Retornamos neste espaço para, ao tempo de rapidamente prestarmos contas de nossa gestão no biênio 2020-2022 noticiando nossa recondução à diretoria do Brasilcon (2023-2024), apresentarmos necessária pauta à equipe de transição do novo governo que estará vinculado aos deveres estatais de promoção ao consumidor nos próximos quatro anos. Aqui estivemos em 16 de dezembro de 2020 quando, exortando as diretrizes da solidariedade, cooperação e participação, publicamos nosso projeto político-institucional [1]. Valem algumas observações iniciais.

O Instituto Brasileiro de Política e Direito do Consumidor (Brasilcon) completou, em 2022, 30 anos de fundação e formação. Como já amplamente conhecida, a associação atua fortemente como entidade voltada aos multifários interesses dos consumidores nessa constelação infinita que é a "galáxia do mercado de consumo", sem limites e fronteiras.

Alguns eixos associativos são necessários sempre serem repisados. Buscamos a pesquisa e a produção de conhecimento multidisciplinar, isto porque o CDC é norma transversal e, portanto, em ampla dialogicidade com inúmeros outros ramos. O instituto não detém finalidade lucrativa, (re)estruturando-se à base de anuidades e contribuições. Não adotamos qualquer linha partidária, muito embora estejamos conscientes do "direito posto" como produção política e, via de consequência, da necessidade em acompanhar e propor temas necessários às políticas públicas de proteção ao consumidor. Por fim, voltados à academia e à operabilidade das conquistas valorativas, debruçamo-nos sobre a ciência e a efetividade dos direitos dos consumidores.

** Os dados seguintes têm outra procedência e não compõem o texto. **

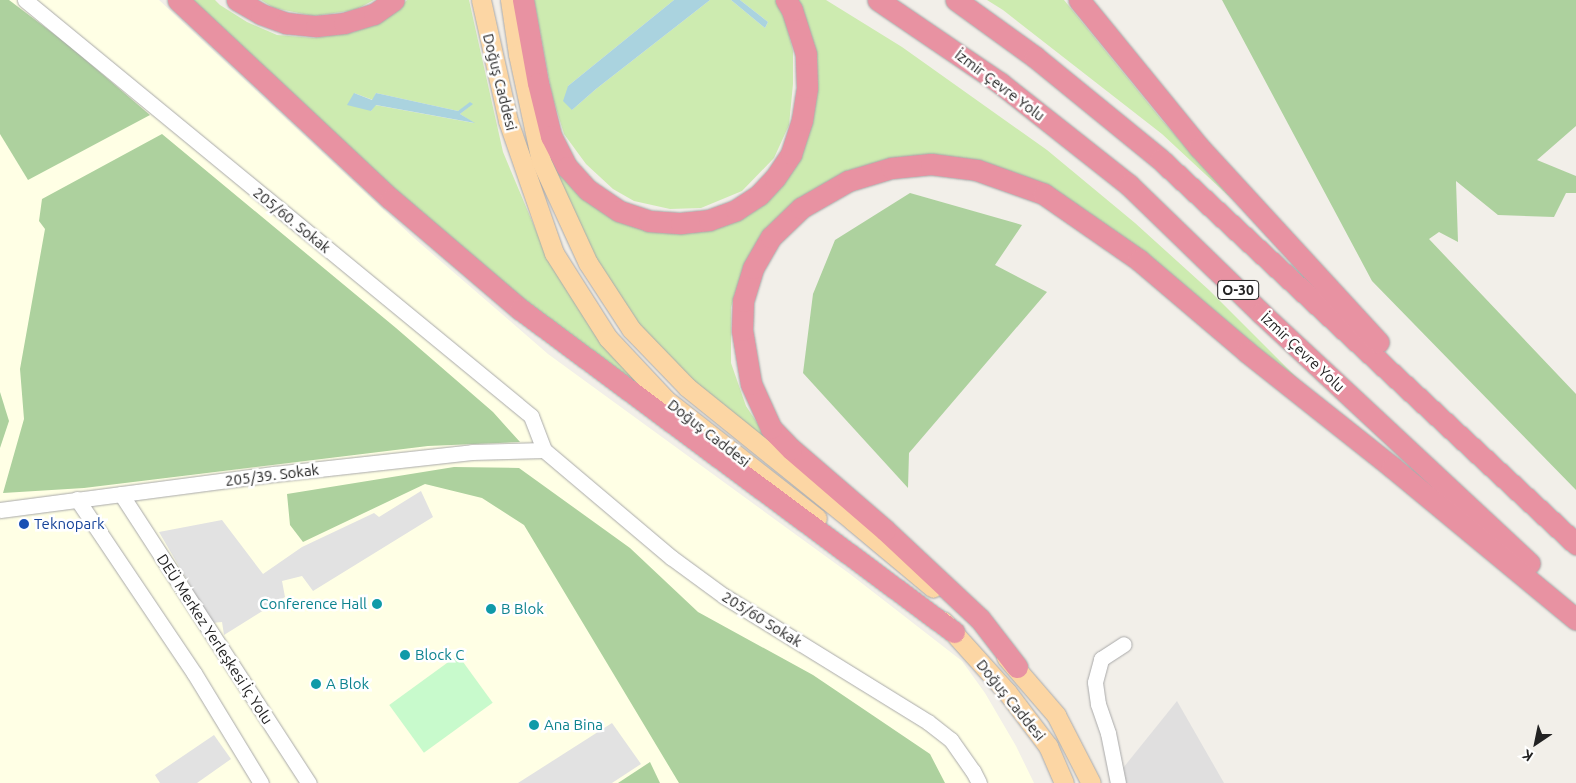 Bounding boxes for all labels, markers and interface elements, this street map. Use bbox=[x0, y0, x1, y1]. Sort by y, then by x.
street label: Doğuş Caddesi bbox=[479, 32, 521, 132]
street label: İzmir Çevre Yolu bbox=[951, 45, 1049, 125]
street label: 205/60. Sokak bbox=[250, 183, 334, 257]
road number: O-30 bbox=[1217, 278, 1259, 302]
street label: İzmir Çevre Yolu bbox=[1257, 309, 1349, 395]
street label: Doğuş Caddesi bbox=[664, 395, 754, 471]
street label: 205/39. Sokak bbox=[224, 460, 320, 490]
place label: Teknopark bbox=[34, 515, 105, 533]
marker: Teknopark bbox=[18, 518, 30, 530]
street label: DEÜ Merkez Yerleşkesi İç Yolu bbox=[153, 551, 277, 727]
street label: 205/60 Sokak bbox=[719, 587, 805, 651]
place label: Conference Hall bbox=[259, 595, 367, 613]
marker: Conference Hall bbox=[371, 598, 383, 610]
place label: B Blok bbox=[501, 600, 544, 618]
marker: B Blok bbox=[485, 603, 497, 615]
place label: Block C bbox=[415, 646, 464, 664]
marker: Block C bbox=[399, 649, 411, 661]
street label: Doğuş Caddesi bbox=[973, 656, 1049, 744]
place label: A Blok bbox=[326, 675, 369, 693]
marker: A Blok bbox=[310, 678, 322, 690]
place label: Ana Bina bbox=[544, 716, 603, 734]
north arrow bbox=[1511, 718, 1561, 768]
marker: Ana Bina bbox=[528, 719, 540, 731]
text: K bbox=[1519, 746, 1536, 765]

Enfim, com vistas à representatividade nacional e internacional dos direitos dos consumidores, o Brasilcon mantém no "quadro-diretor" e no "espaço-associado" juristas, professores, estudantes, profissionais e operadores vocacionados ao âmbito da projeção dos interesses fundamentais da pessoa humana inserida no ambiente de mercado.

Breve balanço da gestão de 2020-2022 revela o alcance das metas propostas. Conseguimos, com a ajuda de tantos envolvidos, a movimentação do PL 3.515/15 sobre crédito responsável e tratamento do superendividamento, até então paralisado na Câmara dos Deputados. A aprovação naquela casa e remessa da proposição legislativa novamente ao Senado garantiram posterior sanção presidencial (mesmo com vetos indevidos) [2], o que sustentou a primeira e satisfatória atualização do microssistema. Temos hoje a Lei 14.181/21, verdadeira conquista do povo brasileiro frente a inúmeros descasos já vivenciados nos últimos anos.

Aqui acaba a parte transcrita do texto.